PROBLEM TO WORK ON:
Please print every record that follows, keeping each one exactly as it is.

STORED DATA:
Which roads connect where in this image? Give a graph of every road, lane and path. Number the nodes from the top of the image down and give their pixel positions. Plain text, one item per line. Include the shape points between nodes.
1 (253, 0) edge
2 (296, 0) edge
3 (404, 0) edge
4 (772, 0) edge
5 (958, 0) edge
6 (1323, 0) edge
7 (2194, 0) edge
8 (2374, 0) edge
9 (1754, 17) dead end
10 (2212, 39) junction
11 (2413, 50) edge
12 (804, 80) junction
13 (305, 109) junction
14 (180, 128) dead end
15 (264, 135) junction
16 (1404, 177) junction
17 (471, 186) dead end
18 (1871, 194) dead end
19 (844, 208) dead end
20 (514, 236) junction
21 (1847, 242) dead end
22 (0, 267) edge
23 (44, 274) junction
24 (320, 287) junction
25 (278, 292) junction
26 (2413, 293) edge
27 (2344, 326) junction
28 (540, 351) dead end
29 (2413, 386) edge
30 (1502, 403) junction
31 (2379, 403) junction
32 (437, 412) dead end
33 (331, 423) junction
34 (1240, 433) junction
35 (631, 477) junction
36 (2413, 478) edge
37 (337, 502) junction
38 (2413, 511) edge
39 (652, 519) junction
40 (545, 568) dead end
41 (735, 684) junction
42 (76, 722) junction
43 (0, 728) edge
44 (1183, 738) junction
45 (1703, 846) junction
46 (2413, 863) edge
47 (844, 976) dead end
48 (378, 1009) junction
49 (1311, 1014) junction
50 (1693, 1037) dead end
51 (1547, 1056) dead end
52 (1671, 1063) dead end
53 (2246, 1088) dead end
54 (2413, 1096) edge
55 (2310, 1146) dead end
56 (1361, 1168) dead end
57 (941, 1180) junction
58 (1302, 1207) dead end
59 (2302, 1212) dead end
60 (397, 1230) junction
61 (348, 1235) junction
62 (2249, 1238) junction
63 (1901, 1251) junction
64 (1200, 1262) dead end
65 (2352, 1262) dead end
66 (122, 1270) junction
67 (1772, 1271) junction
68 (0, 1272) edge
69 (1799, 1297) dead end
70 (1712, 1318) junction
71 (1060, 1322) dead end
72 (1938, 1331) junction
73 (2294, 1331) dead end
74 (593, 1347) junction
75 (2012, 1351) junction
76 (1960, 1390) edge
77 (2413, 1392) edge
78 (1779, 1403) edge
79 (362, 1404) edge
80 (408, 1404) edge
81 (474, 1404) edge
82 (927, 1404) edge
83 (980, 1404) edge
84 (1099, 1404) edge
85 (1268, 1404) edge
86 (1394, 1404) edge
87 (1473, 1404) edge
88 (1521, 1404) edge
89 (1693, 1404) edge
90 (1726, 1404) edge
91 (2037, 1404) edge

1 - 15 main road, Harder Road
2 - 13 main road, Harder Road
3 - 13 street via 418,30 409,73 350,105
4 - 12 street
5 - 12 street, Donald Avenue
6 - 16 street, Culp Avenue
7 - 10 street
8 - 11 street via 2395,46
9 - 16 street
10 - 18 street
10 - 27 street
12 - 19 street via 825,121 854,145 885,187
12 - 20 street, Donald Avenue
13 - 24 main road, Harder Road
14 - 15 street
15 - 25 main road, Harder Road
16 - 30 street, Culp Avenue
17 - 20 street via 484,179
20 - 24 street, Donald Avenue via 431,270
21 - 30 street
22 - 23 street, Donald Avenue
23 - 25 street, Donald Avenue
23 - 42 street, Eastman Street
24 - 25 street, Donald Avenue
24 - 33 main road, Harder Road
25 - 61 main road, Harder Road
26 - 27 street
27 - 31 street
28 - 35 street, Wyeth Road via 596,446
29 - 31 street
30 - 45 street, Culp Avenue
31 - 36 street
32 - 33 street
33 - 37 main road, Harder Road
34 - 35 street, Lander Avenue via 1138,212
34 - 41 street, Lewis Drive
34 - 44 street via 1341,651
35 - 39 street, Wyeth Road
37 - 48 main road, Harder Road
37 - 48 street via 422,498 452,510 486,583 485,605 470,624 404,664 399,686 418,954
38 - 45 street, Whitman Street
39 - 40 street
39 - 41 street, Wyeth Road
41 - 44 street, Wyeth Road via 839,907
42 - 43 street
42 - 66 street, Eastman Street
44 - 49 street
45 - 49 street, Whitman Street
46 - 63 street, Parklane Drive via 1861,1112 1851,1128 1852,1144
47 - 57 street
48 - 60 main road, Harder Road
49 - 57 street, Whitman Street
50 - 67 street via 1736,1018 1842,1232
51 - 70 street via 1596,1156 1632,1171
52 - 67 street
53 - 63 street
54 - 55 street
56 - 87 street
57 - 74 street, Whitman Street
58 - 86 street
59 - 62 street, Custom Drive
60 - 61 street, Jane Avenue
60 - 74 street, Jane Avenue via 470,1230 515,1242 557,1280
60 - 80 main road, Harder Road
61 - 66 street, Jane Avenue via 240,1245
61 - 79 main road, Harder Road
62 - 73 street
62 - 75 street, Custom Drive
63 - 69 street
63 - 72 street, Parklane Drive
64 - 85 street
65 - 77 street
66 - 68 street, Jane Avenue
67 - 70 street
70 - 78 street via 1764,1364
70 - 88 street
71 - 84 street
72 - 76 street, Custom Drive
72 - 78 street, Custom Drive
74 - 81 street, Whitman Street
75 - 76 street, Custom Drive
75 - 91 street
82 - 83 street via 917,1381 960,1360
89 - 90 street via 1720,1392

SOLVED PROBLEM:
Which roads connect where in this image? Give a graph of every road, lane and path. Number the nodes from the top of the image down and give their pixel positions. Plain text, one item per line. Include the shape points between nodes.
1 (253, 0) edge
2 (296, 0) edge
3 (404, 0) edge
4 (772, 0) edge
5 (958, 0) edge
6 (1323, 0) edge
7 (2194, 0) edge
8 (2374, 0) edge
9 (1754, 17) dead end
10 (2212, 39) junction
11 (2413, 50) edge
12 (804, 80) junction
13 (305, 109) junction
14 (180, 128) dead end
15 (264, 135) junction
16 (1404, 177) junction
17 (471, 186) dead end
18 (1871, 194) dead end
19 (844, 208) dead end
20 (514, 236) junction
21 (1847, 242) dead end
22 (0, 267) edge
23 (44, 274) junction
24 (320, 287) junction
25 (278, 292) junction
26 (2413, 293) edge
27 (2344, 326) junction
28 (540, 351) dead end
29 (2413, 386) edge
30 (1502, 403) junction
31 (2379, 403) junction
32 (437, 412) dead end
33 (331, 423) junction
34 (1240, 433) junction
35 (631, 477) junction
36 (2413, 478) edge
37 (337, 502) junction
38 (2413, 511) edge
39 (652, 519) junction
40 (545, 568) dead end
41 (735, 684) junction
42 (76, 722) junction
43 (0, 728) edge
44 (1183, 738) junction
45 (1703, 846) junction
46 (2413, 863) edge
47 (844, 976) dead end
48 (378, 1009) junction
49 (1311, 1014) junction
50 (1693, 1037) dead end
51 (1547, 1056) dead end
52 (1671, 1063) dead end
53 (2246, 1088) dead end
54 (2413, 1096) edge
55 (2310, 1146) dead end
56 (1361, 1168) dead end
57 (941, 1180) junction
58 (1302, 1207) dead end
59 (2302, 1212) dead end
60 (397, 1230) junction
61 (348, 1235) junction
62 (2249, 1238) junction
63 (1901, 1251) junction
64 (1200, 1262) dead end
65 (2352, 1262) dead end
66 (122, 1270) junction
67 (1772, 1271) junction
68 (0, 1272) edge
69 (1799, 1297) dead end
70 (1712, 1318) junction
71 (1060, 1322) dead end
72 (1938, 1331) junction
73 (2294, 1331) dead end
74 (593, 1347) junction
75 (2012, 1351) junction
76 (1960, 1390) edge
77 (2413, 1392) edge
78 (1779, 1403) edge
79 (362, 1404) edge
80 (408, 1404) edge
81 (474, 1404) edge
82 (927, 1404) edge
83 (980, 1404) edge
84 (1099, 1404) edge
85 (1268, 1404) edge
86 (1394, 1404) edge
87 (1473, 1404) edge
88 (1521, 1404) edge
89 (1693, 1404) edge
90 (1726, 1404) edge
91 (2037, 1404) edge

1 - 15 main road, Harder Road
2 - 13 main road, Harder Road
3 - 13 street via 418,30 409,73 350,105
4 - 12 street
5 - 12 street, Donald Avenue
6 - 16 street, Culp Avenue
7 - 10 street
8 - 11 street via 2395,46
9 - 16 street
10 - 18 street
10 - 27 street
12 - 19 street via 825,121 854,145 885,187
12 - 20 street, Donald Avenue
13 - 24 main road, Harder Road
14 - 15 street
15 - 25 main road, Harder Road
16 - 30 street, Culp Avenue
17 - 20 street via 484,179
20 - 24 street, Donald Avenue via 431,270
21 - 30 street
22 - 23 street, Donald Avenue
23 - 25 street, Donald Avenue
23 - 42 street, Eastman Street
24 - 25 street, Donald Avenue
24 - 33 main road, Harder Road
25 - 61 main road, Harder Road
26 - 27 street
27 - 31 street
28 - 35 street, Wyeth Road via 596,446
29 - 31 street
30 - 45 street, Culp Avenue
31 - 36 street
32 - 33 street
33 - 37 main road, Harder Road
34 - 35 street, Lander Avenue via 1138,212
34 - 41 street, Lewis Drive
34 - 44 street via 1341,651
35 - 39 street, Wyeth Road
37 - 48 main road, Harder Road
37 - 48 street via 422,498 452,510 486,583 485,605 470,624 404,664 399,686 418,954
38 - 45 street, Whitman Street
39 - 40 street
39 - 41 street, Wyeth Road
41 - 44 street, Wyeth Road via 839,907
42 - 43 street
42 - 66 street, Eastman Street
44 - 49 street
45 - 49 street, Whitman Street
46 - 63 street, Parklane Drive via 1861,1112 1851,1128 1852,1144
47 - 57 street
48 - 60 main road, Harder Road
49 - 57 street, Whitman Street
50 - 67 street via 1736,1018 1842,1232
51 - 70 street via 1596,1156 1632,1171
52 - 67 street
53 - 63 street
54 - 55 street
56 - 87 street
57 - 74 street, Whitman Street
58 - 86 street
59 - 62 street, Custom Drive
60 - 61 street, Jane Avenue
60 - 74 street, Jane Avenue via 470,1230 515,1242 557,1280
60 - 80 main road, Harder Road
61 - 66 street, Jane Avenue via 240,1245
61 - 79 main road, Harder Road
62 - 73 street
62 - 75 street, Custom Drive
63 - 69 street
63 - 72 street, Parklane Drive
64 - 85 street
65 - 77 street
66 - 68 street, Jane Avenue
67 - 70 street
70 - 78 street via 1764,1364
70 - 88 street
71 - 84 street
72 - 76 street, Custom Drive
72 - 78 street, Custom Drive
74 - 81 street, Whitman Street
75 - 76 street, Custom Drive
75 - 91 street
82 - 83 street via 917,1381 960,1360
89 - 90 street via 1720,1392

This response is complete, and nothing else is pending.